:: EXERCISE MATERIAL

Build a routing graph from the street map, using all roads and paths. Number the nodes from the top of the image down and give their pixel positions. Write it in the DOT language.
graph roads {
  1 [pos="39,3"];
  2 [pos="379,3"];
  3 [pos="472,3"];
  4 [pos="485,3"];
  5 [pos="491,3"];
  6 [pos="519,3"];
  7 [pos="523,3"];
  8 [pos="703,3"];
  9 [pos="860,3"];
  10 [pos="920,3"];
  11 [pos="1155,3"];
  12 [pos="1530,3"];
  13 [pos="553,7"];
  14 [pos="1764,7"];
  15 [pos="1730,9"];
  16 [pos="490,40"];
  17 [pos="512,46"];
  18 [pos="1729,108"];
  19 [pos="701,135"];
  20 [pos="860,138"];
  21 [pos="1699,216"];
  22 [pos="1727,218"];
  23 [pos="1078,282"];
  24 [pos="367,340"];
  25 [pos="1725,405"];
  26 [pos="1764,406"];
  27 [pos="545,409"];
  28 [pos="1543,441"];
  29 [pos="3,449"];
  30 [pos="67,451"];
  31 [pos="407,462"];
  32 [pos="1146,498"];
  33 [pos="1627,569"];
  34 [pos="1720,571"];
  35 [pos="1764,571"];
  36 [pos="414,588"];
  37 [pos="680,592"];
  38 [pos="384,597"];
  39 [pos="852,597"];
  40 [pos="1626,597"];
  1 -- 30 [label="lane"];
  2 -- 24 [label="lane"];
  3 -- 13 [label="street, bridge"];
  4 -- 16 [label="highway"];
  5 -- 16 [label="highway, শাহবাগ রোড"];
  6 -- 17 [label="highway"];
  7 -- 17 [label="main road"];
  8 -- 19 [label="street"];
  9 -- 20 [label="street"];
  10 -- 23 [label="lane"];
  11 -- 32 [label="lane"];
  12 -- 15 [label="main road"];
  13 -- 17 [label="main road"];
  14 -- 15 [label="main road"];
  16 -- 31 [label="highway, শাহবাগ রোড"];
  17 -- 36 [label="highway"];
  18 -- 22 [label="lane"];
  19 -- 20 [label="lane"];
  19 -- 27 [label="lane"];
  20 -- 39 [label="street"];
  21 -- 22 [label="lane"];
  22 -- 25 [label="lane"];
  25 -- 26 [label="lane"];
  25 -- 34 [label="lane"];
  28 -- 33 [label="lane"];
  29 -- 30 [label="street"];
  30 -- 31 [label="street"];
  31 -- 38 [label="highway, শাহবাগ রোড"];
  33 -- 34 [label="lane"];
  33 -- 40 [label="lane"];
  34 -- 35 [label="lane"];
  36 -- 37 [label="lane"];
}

::::

WHAT TO PRODUCE:
All lines above that contain the word "graph" are to be copied.

ANSWER TO THE PROBLEM:
Build a routing graph from the street map, using all roads and paths. Number the nodes from the top of the image down and give their pixel positions. Write it in the DOT language.
graph roads {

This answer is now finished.